### Assignment
Filter the data for lines with the word "bottom", then copy every line so identified.

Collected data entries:
———
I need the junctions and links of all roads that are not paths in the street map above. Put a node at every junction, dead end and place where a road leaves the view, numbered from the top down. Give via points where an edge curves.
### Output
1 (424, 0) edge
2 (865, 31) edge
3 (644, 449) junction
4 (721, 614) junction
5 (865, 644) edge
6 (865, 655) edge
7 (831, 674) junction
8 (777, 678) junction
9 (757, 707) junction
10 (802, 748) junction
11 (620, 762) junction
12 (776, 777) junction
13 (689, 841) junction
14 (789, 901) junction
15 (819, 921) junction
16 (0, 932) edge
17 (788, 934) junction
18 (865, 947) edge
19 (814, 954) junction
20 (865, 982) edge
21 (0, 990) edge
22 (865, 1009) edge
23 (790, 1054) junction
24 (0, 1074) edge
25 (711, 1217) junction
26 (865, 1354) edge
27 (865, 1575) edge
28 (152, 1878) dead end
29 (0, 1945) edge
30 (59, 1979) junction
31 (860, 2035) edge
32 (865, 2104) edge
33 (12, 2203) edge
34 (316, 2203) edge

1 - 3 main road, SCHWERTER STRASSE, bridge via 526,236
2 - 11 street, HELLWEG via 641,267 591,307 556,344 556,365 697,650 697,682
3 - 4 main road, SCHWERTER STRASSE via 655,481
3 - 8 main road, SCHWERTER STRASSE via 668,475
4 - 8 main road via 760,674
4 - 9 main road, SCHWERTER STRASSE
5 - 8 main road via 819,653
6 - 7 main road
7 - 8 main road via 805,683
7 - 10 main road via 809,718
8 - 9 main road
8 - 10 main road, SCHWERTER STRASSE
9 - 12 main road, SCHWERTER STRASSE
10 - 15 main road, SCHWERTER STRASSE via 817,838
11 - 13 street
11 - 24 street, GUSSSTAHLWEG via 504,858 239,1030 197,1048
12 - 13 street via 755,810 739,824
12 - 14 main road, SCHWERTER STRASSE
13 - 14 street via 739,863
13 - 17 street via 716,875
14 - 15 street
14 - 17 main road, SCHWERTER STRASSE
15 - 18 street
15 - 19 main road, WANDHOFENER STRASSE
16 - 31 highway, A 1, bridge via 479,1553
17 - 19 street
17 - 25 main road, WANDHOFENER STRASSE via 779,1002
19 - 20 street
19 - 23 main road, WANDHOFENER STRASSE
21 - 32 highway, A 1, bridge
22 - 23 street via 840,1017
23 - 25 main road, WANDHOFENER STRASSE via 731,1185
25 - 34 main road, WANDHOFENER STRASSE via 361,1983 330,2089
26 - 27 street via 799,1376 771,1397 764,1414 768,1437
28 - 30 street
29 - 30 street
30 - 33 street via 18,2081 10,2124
———
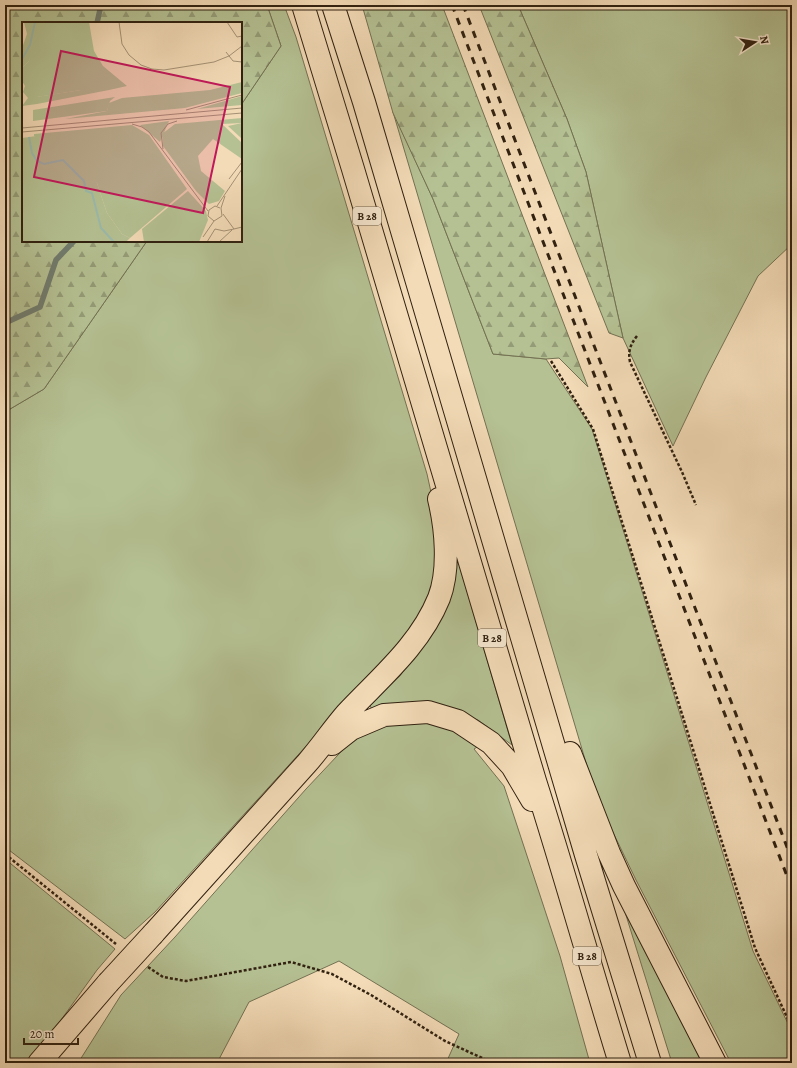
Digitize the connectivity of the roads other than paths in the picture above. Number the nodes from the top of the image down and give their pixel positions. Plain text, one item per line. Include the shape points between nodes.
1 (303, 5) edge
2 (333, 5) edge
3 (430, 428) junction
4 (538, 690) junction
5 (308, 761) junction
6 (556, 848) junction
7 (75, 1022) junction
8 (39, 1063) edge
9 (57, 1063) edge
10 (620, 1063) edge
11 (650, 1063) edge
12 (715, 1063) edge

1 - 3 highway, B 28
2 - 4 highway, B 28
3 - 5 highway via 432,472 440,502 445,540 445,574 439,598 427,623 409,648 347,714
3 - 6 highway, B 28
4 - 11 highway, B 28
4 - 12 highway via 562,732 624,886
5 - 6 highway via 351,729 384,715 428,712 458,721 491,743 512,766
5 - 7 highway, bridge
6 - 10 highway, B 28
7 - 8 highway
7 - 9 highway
———
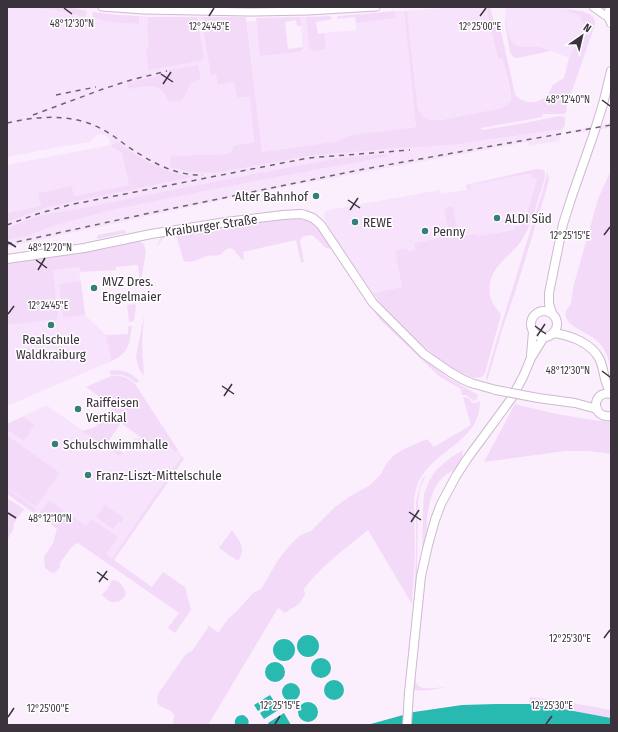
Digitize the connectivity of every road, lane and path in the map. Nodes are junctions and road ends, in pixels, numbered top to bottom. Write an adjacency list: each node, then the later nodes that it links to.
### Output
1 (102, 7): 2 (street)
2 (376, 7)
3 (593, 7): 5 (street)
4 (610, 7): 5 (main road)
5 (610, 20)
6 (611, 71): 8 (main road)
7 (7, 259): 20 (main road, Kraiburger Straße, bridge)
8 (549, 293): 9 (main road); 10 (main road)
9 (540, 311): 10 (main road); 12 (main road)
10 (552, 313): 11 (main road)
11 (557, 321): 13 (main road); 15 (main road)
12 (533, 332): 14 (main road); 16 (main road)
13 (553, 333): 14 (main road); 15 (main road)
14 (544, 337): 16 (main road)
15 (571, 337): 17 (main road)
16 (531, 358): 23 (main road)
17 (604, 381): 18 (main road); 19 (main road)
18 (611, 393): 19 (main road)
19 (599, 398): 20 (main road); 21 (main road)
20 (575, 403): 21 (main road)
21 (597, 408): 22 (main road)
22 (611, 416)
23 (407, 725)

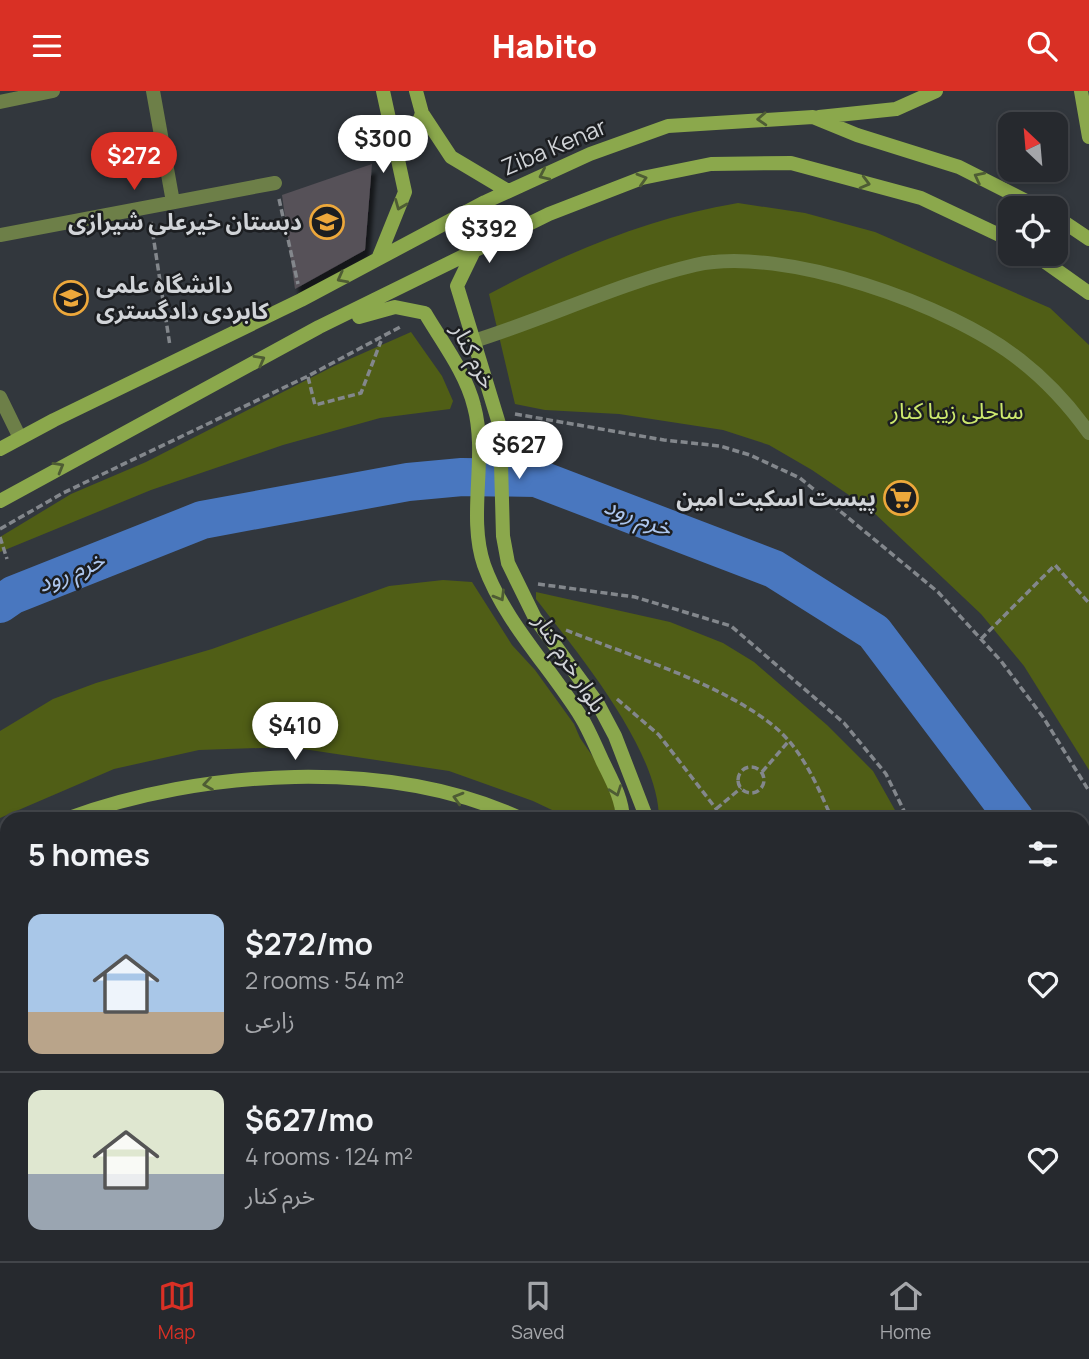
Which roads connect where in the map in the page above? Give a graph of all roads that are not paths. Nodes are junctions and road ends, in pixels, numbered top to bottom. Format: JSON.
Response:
———
### Exercise solution
Digitize the connectivity of every road, lane and path in the map. Nodes are junctions and road ends, in pixels, numbered top to bottom. Write an adjacency list: each node, then the later nodes that it links to.
Which roads connect where in the map in the page above? Give a graph of all roads that are not paths. Nodes are junctions and road ends, in pixels, numbered top to bottom. Format: JSON.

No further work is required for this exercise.